Как справедливо заметил Эндерс в разговоре с Гардом, в Хейвене народ вспыльчивый. Это подтвердила бы и Рут Маккосланд. Когда пропал Дэвид Браун и все хейвенцы бросились его искать, лишь благодаря Рут с ее нравственными установками, которые она ревностно блюла до последнего вздоха, дело обошлось парой тычков и оплеух.
Вообще-то вспыльчивость – это еще мягко сказано. Здешний народ сошел с ума.
Нервы были натянуты до предела, город напоминал пороховой погреб – только поднеси спичку, и все взлетит на воздух. Так бывает при утечке газа, когда для взрыва достаточно малейшей искры. Мальчишка-посыльный, так некстати нажавший кнопку дверного звонка, становится невольным участником трагедии.
Искра не проскочила, взрыва не последовало. Отчасти в том была заслуга Рут, отчасти – Бобби. Старожилы наведывались в сарай, полдюжины мужчин и одна женщина. Они-то и помогали всем остальным пройти начальную – и самую трудную фазу – «обращения». Так в шестидесятых хиппи-гуру проходили с новичками их первый трип на кислоте.
К счастью, «большого взрыва» в Хейвене не произошло, что не могло не сказаться на судьбе жителей Мэна, Новой Англии, Американского континента, а то и всей Земли. Я не стану утверждать, будто бы в целой вселенной не сыщется мертвых планет, бессмысленных гигантских головешек, погибших из-за того, что в какой-нибудь прачечной очередной проклятущей дыры кто-то забил своим бельем чужой барабан.
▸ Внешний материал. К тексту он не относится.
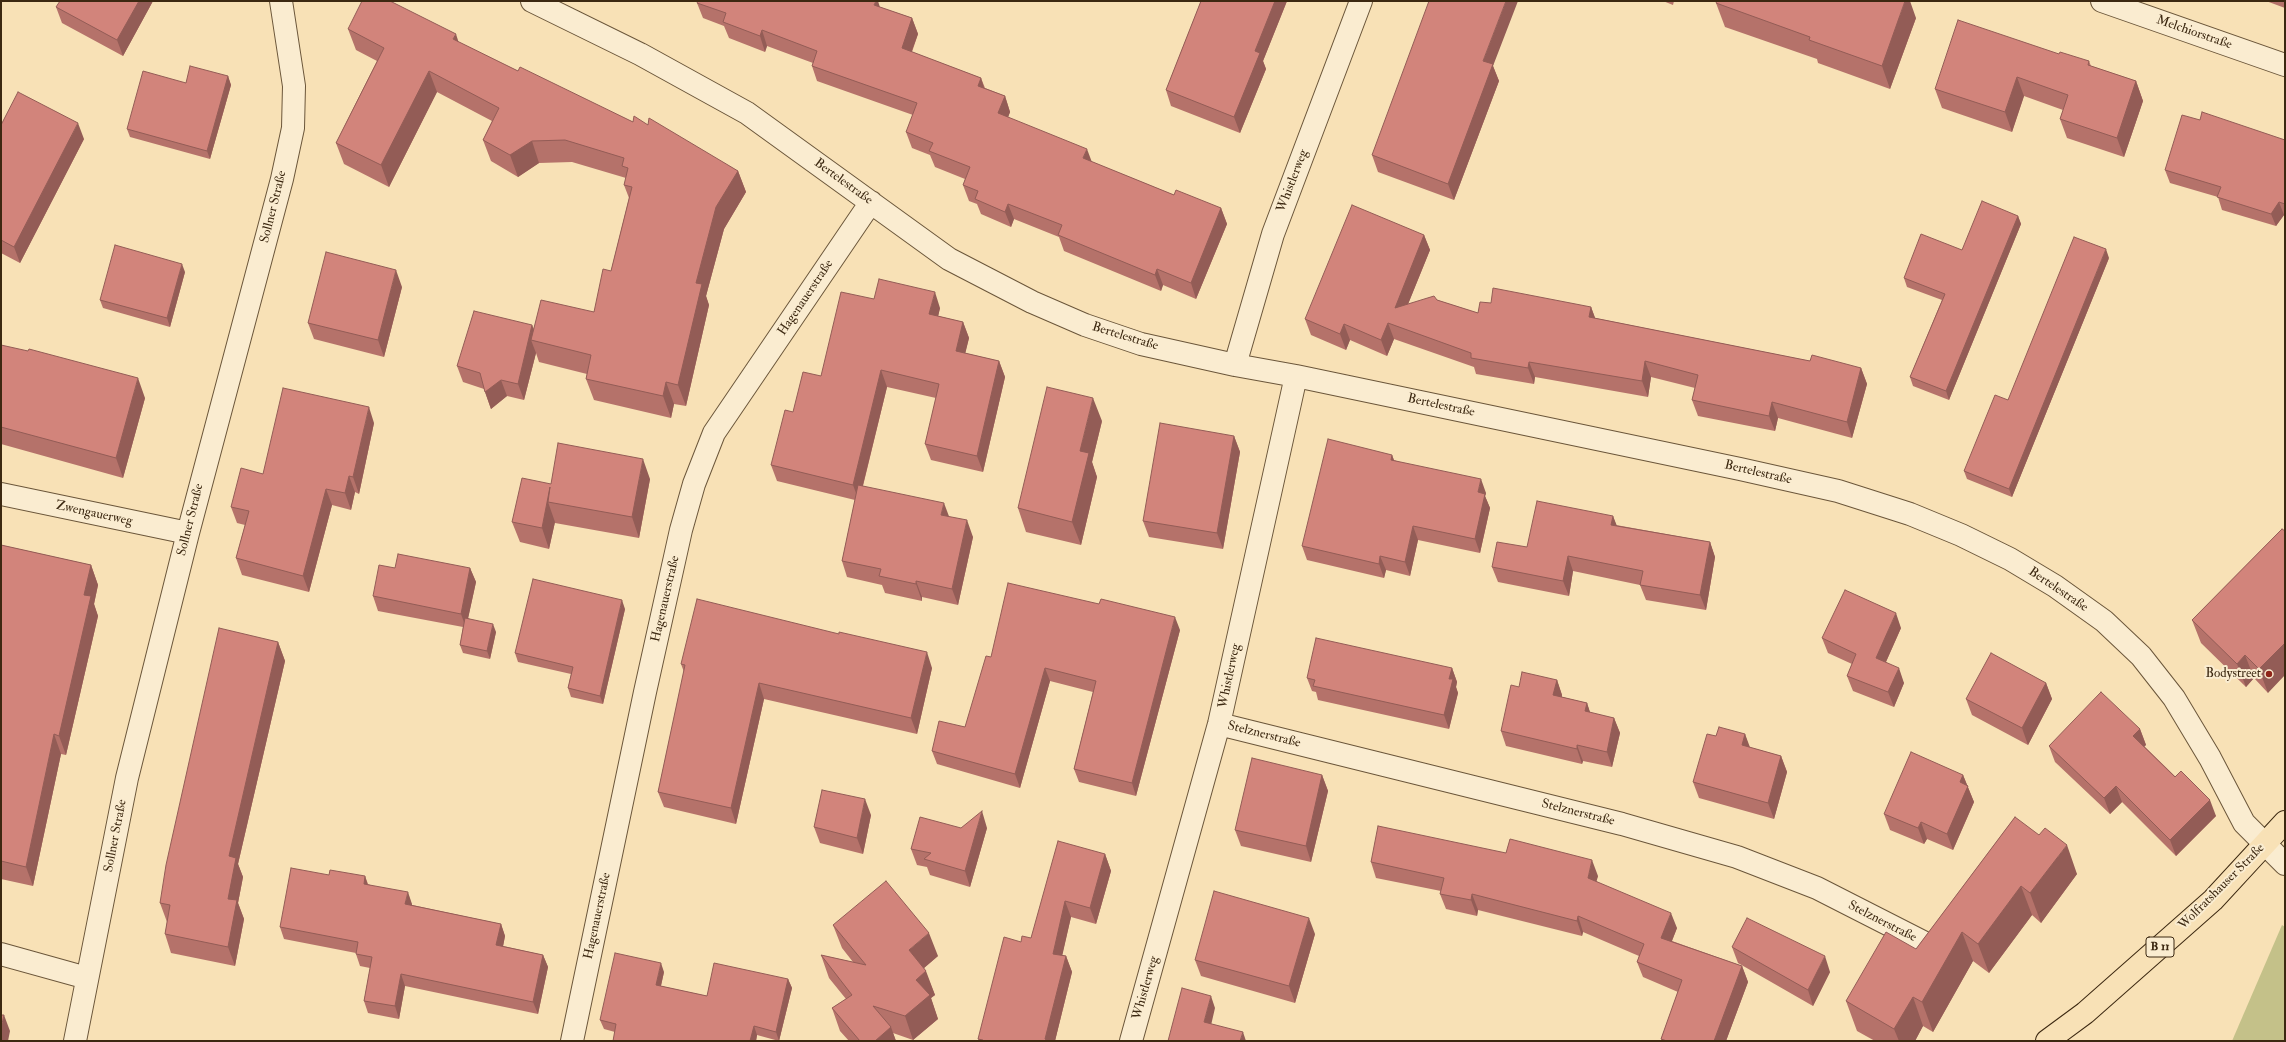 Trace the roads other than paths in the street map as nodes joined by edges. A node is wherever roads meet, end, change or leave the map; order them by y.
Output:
1 (281, 1) edge
2 (532, 1) edge
3 (1361, 1) edge
4 (2102, 1) edge
5 (2285, 65) edge
6 (871, 202) junction
7 (1235, 366) junction
8 (1296, 376) junction
9 (1, 494) edge
10 (188, 532) junction
11 (1220, 724) junction
12 (2285, 822) edge
13 (2265, 845) junction
14 (2285, 864) edge
15 (1923, 942) edge
16 (1, 954) edge
17 (87, 978) junction
18 (75, 1041) edge
19 (572, 1041) edge
20 (1131, 1041) edge
21 (2047, 1041) edge

1 - 10 street, Sollner Straße
2 - 6 street, Bertelestraße
3 - 7 street, Whistlerweg
4 - 5 street, Melchiorstraße
6 - 7 street, Bertelestraße
6 - 19 street, Hagenauerstraße
7 - 8 street, Bertelestraße
8 - 11 street, Whistlerweg
8 - 13 street, Bertelestraße
9 - 10 street, Zwengauerweg
10 - 17 street, Sollner Straße
11 - 15 street, Stelznerstraße
11 - 20 street, Whistlerweg
12 - 13 main road, Wolfratshauser Straße / B 11
13 - 14 street, Bertelestraße
13 - 21 main road, Wolfratshauser Straße / B 11
16 - 17 street
17 - 18 street, Sollner Straße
И если наступит конец всему живому, никто вам не скажет, когда и как это произойдет. Одно ясно наверняка: каким-нибудь прекрасным июньским днем мир мог содрогнуться, когда в Хейвене, богом забытом городке штата Мэн, разразился скандал по поводу того, чья очередь платить по кругу за послеобеденный кофе.
Разумеется, мир может запросто погубить себя собственными силами, по совершенно незначительному с точки зрения световых лет поводу. И тем, для кого мы – лишь точка на оси Млечного Пути Малого Магелланова Облака, покажется совсем не важным, оставят ли русские за собой нефтяные месторождения в Иране и решит ли НАТО разместить американские боеголовки в Западной Германии. Как и то, чья очередь платить за пять кофе с плюшками. Ведь если мыслить в галактических масштабах, это одно и то же.
Как бы там ни было, а трудный период в жизни Хейвена закончился с наступлением июля. К тому времени практически все горожане лишились зубов, и начались другие, куда более загадочные мутации. У тех семерых, кто посещал сарай Бобби, причащаясь к великому Нечто, ждущему их в зеленом свечении, изменения стали проявляться десятью днями раньше, о чем они благополучно умалчивали.
Учитывая природу мутаций, это было мудрым решением.
Жестокую месть Хэнка Бака можно считать последним актом исступленного безумия, охватившего Хейвен. Об этом эпизоде стоит упомянуть отдельно.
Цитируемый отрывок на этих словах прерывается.